The last time I wrote down that I’d read it was in 2006, although I’m quite sure I re-read it more recently when I got copies for my son, hoping he’d be interested. (I should try him on them again, really, just in case.) What I’d forgotten in the interim, or maybe never noticed as actively as I did this time, is how beautiful the actual writing is. I remembered how great the story is, of course, but the writing itself is lovely too. Powerful and detailed and uplifting and gorgeous.
It was the last book I read in 2023, partly because, well, jeez, what a great book to wrap up with, but also because I finally got around to listening to the greatly-renowned BBC audio adaptation, which…

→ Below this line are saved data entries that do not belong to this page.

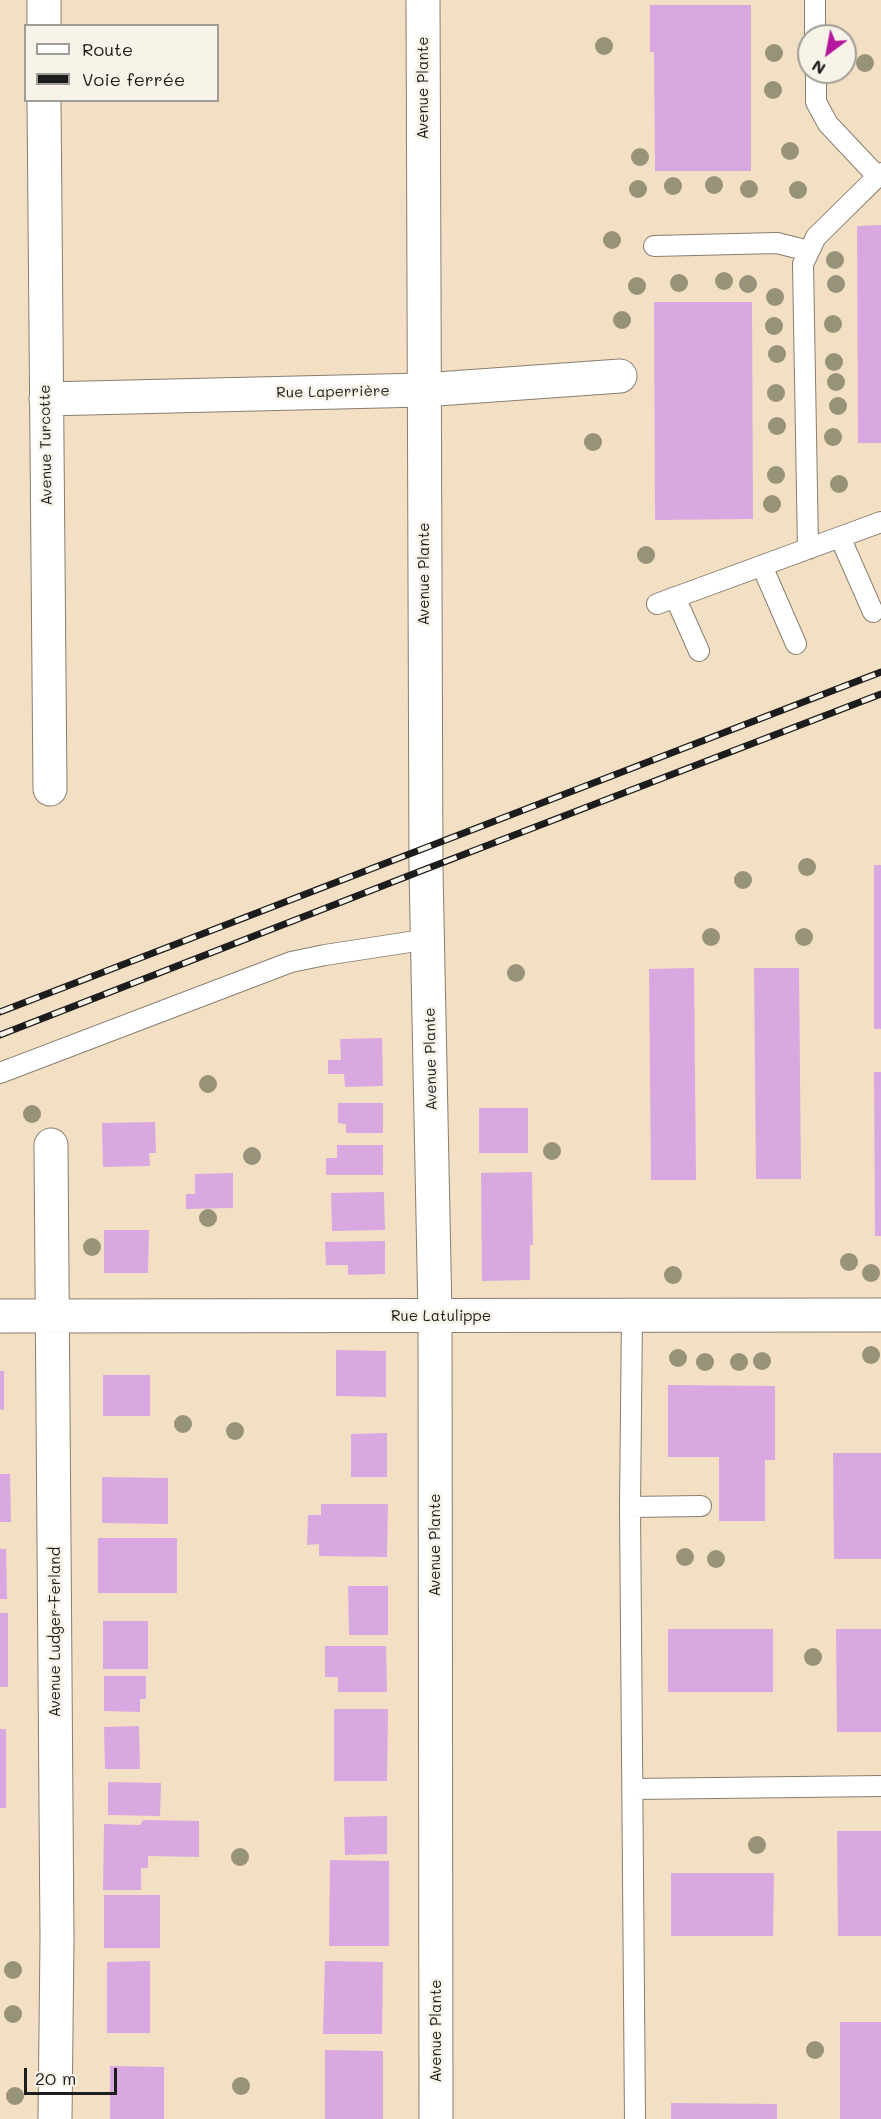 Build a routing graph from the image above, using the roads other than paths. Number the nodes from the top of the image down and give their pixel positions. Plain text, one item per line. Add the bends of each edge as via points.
1 (44, 0) edge
2 (423, 0) edge
3 (815, 0) edge
4 (44, 24) edge
5 (815, 24) edge
6 (816, 84) edge
7 (45, 102) edge
8 (879, 175) edge
9 (654, 246) dead end
10 (809, 252) junction
11 (620, 376) dead end
12 (423, 390) junction
13 (46, 399) junction
14 (881, 522) edge
15 (840, 537) junction
16 (808, 549) junction
17 (762, 566) junction
18 (873, 612) dead end
19 (796, 644) dead end
20 (699, 651) dead end
21 (50, 789) dead end
22 (429, 939) junction
23 (0, 1073) edge
24 (51, 1145) dead end
25 (632, 1315) junction
26 (881, 1315) edge
27 (0, 1316) edge
28 (54, 1316) junction
29 (435, 1316) junction
30 (701, 1506) dead end
31 (630, 1507) junction
32 (881, 1786) edge
33 (633, 1789) junction
34 (55, 2119) edge
35 (436, 2119) edge
36 (635, 2119) edge

1 - 4 street
2 - 12 street, Avenue Plante
3 - 5 lane
6 - 8 lane via 816,102 828,124
7 - 13 street, Avenue Turcotte
8 - 10 lane via 816,237
9 - 10 lane via 777,243
10 - 16 lane via 803,264
11 - 12 street, Rue Laperrière
12 - 13 street, Rue Laperrière
12 - 22 street, Avenue Plante
13 - 21 street, Avenue Turcotte
14 - 15 lane
15 - 16 lane
15 - 18 lane
16 - 17 lane
17 - 19 lane
17 - 20 lane via 666,601
22 - 23 lane via 291,962
22 - 29 street, Avenue Plante
24 - 28 street, Avenue Ludger-Ferland
25 - 26 street, Rue Latulippe
25 - 29 street, Rue Latulippe
25 - 31 lane
27 - 28 street, Rue Latulippe
28 - 29 street, Rue Latulippe
28 - 34 street, Avenue Ludger-Ferland
29 - 35 street, Avenue Plante
30 - 31 lane
31 - 33 lane
32 - 33 lane
33 - 36 lane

…honestly, I bounced off it. I gave it a good try, I really did, particularly for somebody who really just doesn’t do audio dramas/adaptations. I listened to four of the twelve episodes, and quite enjoyed the first one but sort of didn’t care for the next couple quite as much, and then Merriman arrived on the scene and it all went to hell.
Part of the problem was that his voice just wasn’t deep enough, but the much, much larger problem for me personally was it turned out that on some level I apparently expected him to have a Northern Irish accent. Which, well. I grant you there is absolutely no in-book reason for this, but:
From the book: “[Merriman had] a strong, bony head, with deep-set eyes and an arched nose fierce as a hawk’s beak; a sweep of wiry white hair springing back from the high forehead; bristling brows and a jutting chin.”
And while the jutting chin is somewhat obscured by the beard, this was my Northern Irish grandfather…
I had absolutely never actively considered the idea that my idea of Merriman was absolutely based on my grandpa, at least not as far as I can remember, but when the actor spoke I just went “NOPE.”
So I stopped listening after that episode, and decided to re-read the book so that it was all resettled properly in my head, which it now is. :)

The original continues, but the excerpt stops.